§ **WHAT TO PRODUCE**: Write out the whole listing below exactly, skipping each picture.

§ **EXERCISE DATA**:
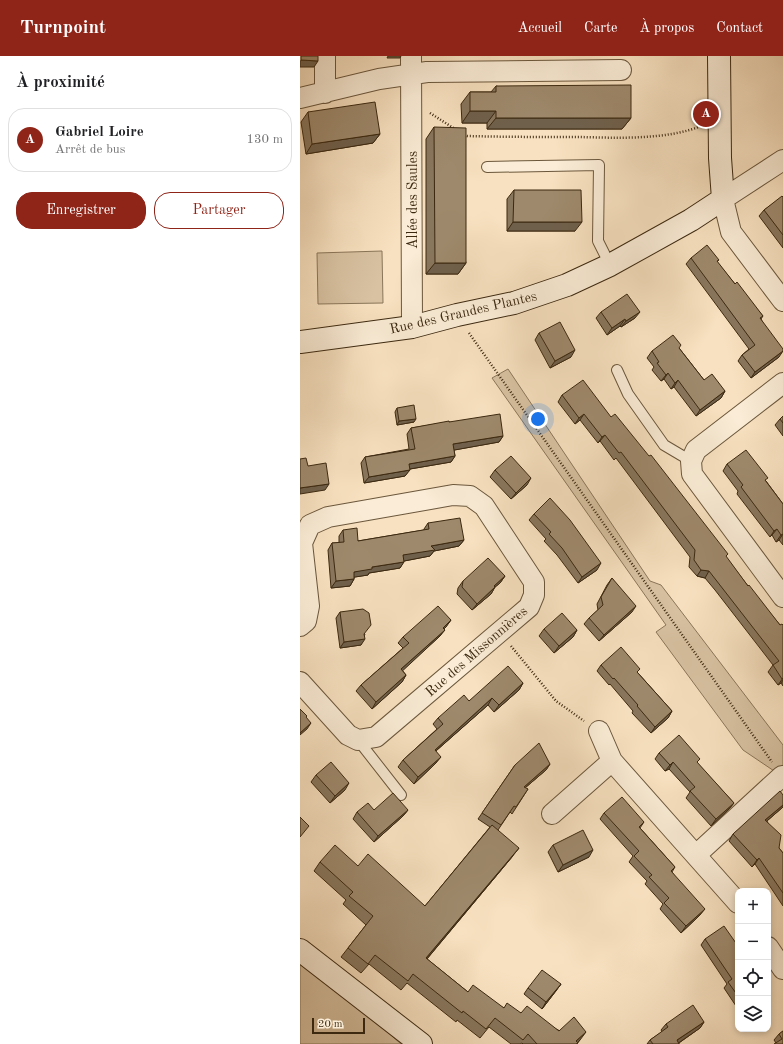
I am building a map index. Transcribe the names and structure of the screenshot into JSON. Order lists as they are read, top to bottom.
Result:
{
  "streets": {
    "street": ["Allée des Saules", "Rue des Grandes Plantes", "Rue des Missonnières"]
  },
  "crossings": [
    ["Allée des Saules", "Rue des Grandes Plantes"]
  ],
  "scale_bar": "20 m",
  "page": {
    "header": "Turnpoint",
    "nav": [
      "Accueil",
      "Carte",
      "À propos",
      "Contact"
    ],
    "heading": "À proximité",
    "pins": "A",
    "list": [
      {
        "mark": "A",
        "name": "Gabriel Loire",
        "note": "Arrêt de bus",
        "value": "130 m"
      }
    ],
    "buttons": ["Enregistrer", "Partager"],
    "map_buttons": ["+", "−"],
    "scale": "20 m"
  }
}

§ **EXERCISE RESULT**:
I am building a map index. Transcribe the names and structure of the screenshot into JSON. Order lists as they are read, top to bottom.
Result:
{
  "streets": {
    "street": ["Allée des Saules", "Rue des Grandes Plantes", "Rue des Missonnières"]
  },
  "crossings": [
    ["Allée des Saules", "Rue des Grandes Plantes"]
  ],
  "scale_bar": "20 m",
  "page": {
    "header": "Turnpoint",
    "nav": [
      "Accueil",
      "Carte",
      "À propos",
      "Contact"
    ],
    "heading": "À proximité",
    "pins": "A",
    "list": [
      {
        "mark": "A",
        "name": "Gabriel Loire",
        "note": "Arrêt de bus",
        "value": "130 m"
      }
    ],
    "buttons": ["Enregistrer", "Partager"],
    "map_buttons": ["+", "−"],
    "scale": "20 m"
  }
}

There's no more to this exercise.